Records from a collection
•••••
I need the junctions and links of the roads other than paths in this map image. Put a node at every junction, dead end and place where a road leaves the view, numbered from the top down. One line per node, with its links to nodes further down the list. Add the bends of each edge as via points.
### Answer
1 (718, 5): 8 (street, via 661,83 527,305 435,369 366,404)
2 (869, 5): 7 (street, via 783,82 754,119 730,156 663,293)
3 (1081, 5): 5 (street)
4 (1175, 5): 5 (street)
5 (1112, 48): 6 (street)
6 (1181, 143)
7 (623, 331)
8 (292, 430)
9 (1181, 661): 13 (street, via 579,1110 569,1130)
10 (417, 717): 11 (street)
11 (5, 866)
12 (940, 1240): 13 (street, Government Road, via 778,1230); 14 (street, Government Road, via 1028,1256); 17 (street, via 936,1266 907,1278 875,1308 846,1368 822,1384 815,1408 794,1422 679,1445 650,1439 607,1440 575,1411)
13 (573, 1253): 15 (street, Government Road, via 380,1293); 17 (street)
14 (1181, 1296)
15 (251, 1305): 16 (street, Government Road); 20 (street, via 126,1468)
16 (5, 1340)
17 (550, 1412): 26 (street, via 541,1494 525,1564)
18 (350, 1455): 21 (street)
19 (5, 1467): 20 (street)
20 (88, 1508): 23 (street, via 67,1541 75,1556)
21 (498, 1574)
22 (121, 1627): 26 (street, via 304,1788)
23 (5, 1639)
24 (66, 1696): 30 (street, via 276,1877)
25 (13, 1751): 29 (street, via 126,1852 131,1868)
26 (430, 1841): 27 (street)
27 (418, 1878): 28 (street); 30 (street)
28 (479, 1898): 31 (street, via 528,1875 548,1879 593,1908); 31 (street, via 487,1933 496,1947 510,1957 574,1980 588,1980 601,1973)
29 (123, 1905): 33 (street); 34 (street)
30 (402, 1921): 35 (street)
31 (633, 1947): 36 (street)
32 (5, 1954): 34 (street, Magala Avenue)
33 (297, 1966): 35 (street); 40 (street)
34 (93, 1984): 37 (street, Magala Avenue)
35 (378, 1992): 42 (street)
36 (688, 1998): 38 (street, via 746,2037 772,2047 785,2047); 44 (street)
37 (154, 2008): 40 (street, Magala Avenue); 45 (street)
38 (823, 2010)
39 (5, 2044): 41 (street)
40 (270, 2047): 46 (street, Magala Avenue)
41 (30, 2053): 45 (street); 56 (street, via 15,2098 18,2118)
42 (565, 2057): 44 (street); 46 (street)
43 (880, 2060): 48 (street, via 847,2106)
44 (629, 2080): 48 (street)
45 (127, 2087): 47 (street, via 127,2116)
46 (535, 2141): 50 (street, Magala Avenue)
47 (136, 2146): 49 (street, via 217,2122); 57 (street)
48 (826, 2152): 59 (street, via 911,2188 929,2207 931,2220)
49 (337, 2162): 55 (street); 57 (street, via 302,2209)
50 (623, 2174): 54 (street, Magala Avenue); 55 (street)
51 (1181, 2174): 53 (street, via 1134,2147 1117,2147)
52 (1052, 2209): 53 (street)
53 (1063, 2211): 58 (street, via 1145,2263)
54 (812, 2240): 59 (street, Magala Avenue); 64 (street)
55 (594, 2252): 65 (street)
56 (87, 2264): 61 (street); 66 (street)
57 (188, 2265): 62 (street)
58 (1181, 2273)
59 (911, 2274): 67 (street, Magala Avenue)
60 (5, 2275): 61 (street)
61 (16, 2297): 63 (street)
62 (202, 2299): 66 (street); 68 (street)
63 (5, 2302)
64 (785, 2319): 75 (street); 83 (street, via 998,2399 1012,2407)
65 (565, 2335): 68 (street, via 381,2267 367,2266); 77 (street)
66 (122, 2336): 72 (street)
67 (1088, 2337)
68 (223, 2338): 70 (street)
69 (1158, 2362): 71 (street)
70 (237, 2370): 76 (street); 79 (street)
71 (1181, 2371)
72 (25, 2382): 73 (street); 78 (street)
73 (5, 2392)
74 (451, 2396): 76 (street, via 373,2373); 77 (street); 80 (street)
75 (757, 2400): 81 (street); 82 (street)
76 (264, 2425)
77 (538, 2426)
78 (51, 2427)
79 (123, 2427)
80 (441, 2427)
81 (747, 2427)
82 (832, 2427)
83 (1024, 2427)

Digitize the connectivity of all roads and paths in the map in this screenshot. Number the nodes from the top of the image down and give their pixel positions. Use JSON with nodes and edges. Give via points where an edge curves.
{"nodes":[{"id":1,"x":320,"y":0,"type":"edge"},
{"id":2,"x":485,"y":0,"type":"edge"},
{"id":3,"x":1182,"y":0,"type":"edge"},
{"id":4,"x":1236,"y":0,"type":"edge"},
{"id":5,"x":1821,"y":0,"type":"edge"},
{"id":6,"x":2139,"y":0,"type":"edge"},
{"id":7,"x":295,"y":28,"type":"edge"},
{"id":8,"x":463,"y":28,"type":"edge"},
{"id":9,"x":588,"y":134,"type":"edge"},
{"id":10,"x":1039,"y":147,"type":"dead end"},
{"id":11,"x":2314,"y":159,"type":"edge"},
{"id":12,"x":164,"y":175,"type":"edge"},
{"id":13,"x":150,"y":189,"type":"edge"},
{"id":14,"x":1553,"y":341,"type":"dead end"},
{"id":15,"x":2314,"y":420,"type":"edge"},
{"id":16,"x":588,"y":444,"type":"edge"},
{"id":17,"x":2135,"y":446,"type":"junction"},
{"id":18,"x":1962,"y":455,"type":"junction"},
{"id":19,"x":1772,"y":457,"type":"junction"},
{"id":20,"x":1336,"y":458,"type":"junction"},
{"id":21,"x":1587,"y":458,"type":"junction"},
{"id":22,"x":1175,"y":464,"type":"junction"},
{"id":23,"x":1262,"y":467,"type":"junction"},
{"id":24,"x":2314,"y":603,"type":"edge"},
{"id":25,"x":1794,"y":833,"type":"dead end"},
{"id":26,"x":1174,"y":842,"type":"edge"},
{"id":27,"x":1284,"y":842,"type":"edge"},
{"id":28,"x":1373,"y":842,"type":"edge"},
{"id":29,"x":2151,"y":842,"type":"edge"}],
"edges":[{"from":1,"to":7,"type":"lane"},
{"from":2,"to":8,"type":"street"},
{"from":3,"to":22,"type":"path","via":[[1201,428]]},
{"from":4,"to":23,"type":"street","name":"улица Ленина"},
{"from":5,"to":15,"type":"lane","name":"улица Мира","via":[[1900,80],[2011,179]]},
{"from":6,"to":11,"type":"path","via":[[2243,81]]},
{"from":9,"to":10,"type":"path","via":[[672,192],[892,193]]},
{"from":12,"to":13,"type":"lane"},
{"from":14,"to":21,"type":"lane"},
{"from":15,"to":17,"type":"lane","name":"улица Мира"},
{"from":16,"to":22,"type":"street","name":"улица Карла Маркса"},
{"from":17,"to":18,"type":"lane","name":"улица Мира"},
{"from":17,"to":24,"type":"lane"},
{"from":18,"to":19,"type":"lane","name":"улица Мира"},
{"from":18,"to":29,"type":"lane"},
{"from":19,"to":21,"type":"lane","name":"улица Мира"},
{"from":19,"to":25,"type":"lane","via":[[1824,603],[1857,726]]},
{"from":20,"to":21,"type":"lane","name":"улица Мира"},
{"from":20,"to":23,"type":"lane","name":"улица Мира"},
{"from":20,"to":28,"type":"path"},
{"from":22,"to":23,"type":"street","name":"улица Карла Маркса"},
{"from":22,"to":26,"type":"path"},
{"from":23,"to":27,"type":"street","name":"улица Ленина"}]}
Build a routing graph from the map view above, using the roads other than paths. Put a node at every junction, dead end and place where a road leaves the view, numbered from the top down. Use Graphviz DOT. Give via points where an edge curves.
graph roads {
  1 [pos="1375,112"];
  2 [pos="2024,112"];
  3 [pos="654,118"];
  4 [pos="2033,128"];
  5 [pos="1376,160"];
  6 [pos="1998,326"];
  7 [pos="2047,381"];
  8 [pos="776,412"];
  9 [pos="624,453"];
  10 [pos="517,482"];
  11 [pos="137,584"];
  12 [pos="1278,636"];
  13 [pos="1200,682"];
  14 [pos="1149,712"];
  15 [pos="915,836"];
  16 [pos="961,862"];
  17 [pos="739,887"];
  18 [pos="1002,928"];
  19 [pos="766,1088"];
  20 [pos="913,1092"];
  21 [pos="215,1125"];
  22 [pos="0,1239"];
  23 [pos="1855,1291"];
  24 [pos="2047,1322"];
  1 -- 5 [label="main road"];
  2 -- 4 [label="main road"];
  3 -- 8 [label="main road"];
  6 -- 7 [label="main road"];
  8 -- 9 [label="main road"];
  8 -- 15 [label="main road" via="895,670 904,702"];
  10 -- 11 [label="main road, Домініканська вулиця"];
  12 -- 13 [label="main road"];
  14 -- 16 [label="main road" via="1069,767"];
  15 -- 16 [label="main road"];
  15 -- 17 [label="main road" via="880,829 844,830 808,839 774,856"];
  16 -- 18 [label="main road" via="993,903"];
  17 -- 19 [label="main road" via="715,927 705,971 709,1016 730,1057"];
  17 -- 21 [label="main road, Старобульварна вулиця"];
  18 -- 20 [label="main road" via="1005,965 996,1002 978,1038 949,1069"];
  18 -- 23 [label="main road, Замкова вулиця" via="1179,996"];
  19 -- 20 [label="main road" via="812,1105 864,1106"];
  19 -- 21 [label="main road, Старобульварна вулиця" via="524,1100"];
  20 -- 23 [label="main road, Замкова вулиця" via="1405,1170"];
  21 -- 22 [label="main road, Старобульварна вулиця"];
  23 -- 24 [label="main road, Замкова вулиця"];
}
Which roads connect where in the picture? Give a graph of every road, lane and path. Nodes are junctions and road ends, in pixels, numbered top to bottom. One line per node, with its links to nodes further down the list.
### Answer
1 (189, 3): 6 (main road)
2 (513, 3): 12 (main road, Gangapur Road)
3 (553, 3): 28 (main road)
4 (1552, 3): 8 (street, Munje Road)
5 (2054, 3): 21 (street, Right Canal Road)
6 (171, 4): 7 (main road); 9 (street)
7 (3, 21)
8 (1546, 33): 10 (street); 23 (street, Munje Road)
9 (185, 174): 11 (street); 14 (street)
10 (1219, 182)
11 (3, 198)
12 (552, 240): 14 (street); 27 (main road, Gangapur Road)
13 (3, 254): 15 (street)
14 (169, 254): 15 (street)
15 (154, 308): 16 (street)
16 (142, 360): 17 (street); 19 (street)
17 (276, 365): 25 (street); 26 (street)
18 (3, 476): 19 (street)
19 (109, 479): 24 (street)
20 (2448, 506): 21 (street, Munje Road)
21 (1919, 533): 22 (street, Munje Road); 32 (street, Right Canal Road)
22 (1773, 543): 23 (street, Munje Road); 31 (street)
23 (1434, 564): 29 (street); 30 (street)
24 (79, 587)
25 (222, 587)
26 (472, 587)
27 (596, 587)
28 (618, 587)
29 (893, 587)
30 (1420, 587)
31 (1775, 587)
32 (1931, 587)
•••••
Look through the entries. Copy out each line with "Gangapur" in it.

2 (513, 3): 12 (main road, Gangapur Road)
12 (552, 240): 14 (street); 27 (main road, Gangapur Road)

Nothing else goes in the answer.